Purtroppo questa volta, per ragioni "geopolitiche", il ruolo di
gruppo spalla tocca agli Italiani Negramaro, nuovo gruppo
nostrano che tanto successo pare abbia avuto nelle charts.
Davvero un peccato, perchè in precedenza c'era stata una
magnifica esibizione di muscoli e classe ancora immutate del
grande Moz-Morrissey, 52enne ex Smiths, che, per statura
musicale e per la notevole storia avrebbe perlomeno meritato la
piazza d'onore in questo festival. Incomprensibile poi far
suonare i Goldfrapp, scuderia Mute, addirittura alle 15. Questi
sono matti...
Bella serata, dicevamo, per fortuna non troppo calda, essendo
stata la giornata coperta da provvidenziali nubi che hanno
contribuito a mantenere la temperatura sull'asfalto di Imola
entro valori accettabili.
Il concerto, iniziato con qualche ritardo, alle 9 e 20, dura
come previsto un po' meno delle solite due ore, terminando alle
23 e 10 circa.
Dalla scaletta, oramai consueta per la parte estiva di questo
Touring The Angel, sono state depennate Nothing's Impossible ed
il secondo brano solo di Martin Gore, che, verosimilmente,
poteva essere It Doesn't Matter Two, eseguita più volte nelle
date precedenti.
Su questa curiosa scelta degli organizzatori, di far decurtare
un concerto che, tutto sommato, non sarebbe durato molto di più,
ci sarebbe da meditare. Che differenza avrebbe fatto finire 10
minuti dopo? Mistero... e dire che, se non avrebbe significato
molto per l'organizzazione, per i fan, che poi sono quelli che
pagano, salato, il biglietto, sarebbe stata una gioia non da
poco. Ma evidentemente intero non ce lo meritavamo.

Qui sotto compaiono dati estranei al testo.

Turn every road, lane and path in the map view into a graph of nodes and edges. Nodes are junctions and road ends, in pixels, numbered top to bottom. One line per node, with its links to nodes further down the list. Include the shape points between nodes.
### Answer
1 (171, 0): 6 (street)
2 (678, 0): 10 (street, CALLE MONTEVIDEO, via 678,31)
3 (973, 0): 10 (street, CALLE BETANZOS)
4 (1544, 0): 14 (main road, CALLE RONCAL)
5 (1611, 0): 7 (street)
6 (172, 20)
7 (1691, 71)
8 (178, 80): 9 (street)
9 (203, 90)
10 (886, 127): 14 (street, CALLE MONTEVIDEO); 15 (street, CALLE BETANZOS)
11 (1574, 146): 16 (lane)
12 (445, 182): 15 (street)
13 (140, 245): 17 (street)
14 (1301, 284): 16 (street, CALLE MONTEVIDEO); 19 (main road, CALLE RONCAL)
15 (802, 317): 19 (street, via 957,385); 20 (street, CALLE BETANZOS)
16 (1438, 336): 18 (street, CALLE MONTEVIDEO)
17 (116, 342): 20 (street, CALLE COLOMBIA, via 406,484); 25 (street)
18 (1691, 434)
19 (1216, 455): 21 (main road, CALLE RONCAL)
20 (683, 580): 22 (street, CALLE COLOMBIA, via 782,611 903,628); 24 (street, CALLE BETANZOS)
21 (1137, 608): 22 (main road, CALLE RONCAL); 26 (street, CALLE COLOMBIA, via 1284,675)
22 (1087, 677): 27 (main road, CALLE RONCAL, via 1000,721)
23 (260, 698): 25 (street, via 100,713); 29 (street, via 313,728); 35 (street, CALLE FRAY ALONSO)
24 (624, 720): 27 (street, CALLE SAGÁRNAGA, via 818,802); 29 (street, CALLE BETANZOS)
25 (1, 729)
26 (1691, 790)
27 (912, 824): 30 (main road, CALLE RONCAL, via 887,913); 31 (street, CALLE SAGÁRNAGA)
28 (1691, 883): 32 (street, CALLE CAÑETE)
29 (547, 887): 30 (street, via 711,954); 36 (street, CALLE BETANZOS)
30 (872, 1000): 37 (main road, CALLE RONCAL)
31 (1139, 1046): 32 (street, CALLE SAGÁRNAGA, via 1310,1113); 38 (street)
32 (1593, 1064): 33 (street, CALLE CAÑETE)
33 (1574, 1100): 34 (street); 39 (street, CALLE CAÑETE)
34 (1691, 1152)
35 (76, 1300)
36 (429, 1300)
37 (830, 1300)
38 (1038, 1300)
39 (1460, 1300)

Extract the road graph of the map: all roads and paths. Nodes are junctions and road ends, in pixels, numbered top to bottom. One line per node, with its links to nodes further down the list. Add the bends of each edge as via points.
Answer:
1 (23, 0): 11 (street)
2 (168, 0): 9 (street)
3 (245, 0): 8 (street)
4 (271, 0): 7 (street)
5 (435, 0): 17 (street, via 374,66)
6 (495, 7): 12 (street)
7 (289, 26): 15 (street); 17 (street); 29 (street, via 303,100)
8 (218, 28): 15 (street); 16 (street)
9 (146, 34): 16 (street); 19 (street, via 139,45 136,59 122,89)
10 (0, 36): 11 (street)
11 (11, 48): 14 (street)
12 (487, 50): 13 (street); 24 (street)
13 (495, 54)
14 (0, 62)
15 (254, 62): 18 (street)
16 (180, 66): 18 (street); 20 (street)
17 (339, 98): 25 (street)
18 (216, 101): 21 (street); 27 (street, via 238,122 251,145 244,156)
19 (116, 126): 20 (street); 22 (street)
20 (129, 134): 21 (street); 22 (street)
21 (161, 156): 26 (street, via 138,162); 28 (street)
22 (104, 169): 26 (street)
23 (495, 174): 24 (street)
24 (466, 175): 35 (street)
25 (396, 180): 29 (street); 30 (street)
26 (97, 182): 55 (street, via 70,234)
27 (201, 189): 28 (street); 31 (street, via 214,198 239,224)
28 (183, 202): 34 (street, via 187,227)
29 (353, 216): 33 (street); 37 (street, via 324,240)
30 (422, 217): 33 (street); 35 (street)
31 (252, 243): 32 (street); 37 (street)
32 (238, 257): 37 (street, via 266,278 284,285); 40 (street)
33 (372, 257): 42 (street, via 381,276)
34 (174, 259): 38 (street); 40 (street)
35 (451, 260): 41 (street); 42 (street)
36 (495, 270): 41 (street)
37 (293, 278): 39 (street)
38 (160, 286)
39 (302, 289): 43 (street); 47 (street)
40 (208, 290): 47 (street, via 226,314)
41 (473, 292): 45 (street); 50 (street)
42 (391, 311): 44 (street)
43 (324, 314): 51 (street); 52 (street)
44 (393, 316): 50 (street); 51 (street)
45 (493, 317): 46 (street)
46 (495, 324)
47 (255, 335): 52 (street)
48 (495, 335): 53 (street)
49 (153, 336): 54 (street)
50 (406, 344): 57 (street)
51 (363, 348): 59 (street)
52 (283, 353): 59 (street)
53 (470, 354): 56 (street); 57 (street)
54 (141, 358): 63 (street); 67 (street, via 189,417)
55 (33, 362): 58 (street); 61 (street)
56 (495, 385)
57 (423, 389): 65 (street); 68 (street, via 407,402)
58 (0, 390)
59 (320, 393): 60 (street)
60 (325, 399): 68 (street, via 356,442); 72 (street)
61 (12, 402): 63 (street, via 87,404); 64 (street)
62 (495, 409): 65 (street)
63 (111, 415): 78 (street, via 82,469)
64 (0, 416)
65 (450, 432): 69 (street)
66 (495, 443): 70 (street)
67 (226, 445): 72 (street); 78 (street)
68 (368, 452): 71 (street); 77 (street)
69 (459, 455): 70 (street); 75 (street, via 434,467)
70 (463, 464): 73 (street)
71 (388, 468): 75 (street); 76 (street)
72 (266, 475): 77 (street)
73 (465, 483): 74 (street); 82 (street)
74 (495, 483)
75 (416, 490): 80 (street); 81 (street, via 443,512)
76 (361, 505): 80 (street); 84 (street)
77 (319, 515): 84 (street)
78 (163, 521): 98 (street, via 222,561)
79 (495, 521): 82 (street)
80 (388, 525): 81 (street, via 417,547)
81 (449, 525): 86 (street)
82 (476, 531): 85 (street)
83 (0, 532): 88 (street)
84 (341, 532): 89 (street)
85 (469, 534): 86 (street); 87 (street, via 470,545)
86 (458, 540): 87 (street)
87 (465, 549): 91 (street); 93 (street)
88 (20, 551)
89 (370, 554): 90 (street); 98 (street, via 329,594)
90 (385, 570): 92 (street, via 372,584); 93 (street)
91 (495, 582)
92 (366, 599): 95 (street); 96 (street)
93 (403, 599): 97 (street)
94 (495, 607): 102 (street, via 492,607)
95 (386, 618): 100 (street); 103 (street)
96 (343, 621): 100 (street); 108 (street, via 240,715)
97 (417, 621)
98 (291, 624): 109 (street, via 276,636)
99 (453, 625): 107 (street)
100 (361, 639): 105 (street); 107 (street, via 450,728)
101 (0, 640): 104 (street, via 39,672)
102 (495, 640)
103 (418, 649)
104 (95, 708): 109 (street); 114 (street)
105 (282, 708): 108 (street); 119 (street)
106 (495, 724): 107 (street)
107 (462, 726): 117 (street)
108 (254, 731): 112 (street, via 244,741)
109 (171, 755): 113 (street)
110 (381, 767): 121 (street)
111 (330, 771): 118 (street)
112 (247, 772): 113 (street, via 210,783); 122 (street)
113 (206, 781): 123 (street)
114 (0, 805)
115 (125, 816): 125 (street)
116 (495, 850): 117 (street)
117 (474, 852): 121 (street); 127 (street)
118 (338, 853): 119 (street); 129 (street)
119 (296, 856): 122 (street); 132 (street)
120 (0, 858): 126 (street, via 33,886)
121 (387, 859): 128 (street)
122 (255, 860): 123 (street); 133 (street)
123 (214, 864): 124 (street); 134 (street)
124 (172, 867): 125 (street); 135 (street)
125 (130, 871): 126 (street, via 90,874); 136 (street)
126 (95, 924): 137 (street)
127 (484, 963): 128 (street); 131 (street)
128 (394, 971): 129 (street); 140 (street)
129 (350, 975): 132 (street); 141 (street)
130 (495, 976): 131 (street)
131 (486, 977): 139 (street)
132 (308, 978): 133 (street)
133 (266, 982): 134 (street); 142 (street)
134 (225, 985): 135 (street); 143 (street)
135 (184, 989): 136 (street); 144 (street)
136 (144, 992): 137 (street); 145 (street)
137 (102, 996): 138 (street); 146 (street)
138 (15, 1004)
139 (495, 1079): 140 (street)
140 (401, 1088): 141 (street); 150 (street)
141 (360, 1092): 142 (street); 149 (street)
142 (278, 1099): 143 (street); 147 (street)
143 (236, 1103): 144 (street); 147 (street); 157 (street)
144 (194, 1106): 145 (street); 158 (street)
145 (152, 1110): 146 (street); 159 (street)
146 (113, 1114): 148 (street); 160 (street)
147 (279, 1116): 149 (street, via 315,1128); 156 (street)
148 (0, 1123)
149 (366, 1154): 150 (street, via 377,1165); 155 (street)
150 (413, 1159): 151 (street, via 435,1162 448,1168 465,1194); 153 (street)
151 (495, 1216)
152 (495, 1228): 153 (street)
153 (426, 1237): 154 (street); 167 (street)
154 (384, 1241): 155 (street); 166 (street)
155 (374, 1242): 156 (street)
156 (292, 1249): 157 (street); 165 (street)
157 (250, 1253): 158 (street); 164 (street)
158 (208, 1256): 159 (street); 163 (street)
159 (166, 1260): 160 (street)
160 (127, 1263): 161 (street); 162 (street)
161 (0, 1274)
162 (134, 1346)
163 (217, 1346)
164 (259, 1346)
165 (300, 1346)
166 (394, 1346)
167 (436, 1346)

Pubblico comunque numeroso e molto caloroso, le cifre ufficiali
parlano di ben 30.000 paganti, forse poco per un festival, ma
davvero tanto per un gruppo abituato a suonare nei palazzetti
davanti ad una media di "sole" 10-15.000 persone.
Lo show, ben rodato oramai, dopo tante date, fila liscio con
solo un'incertezza all'inizio di Home, quando apparentemente
Gordeno sbaglia l'attacco della strofa e Gore si ferma un attimo
voltandosi, ma poi continuando come se nulla fosse.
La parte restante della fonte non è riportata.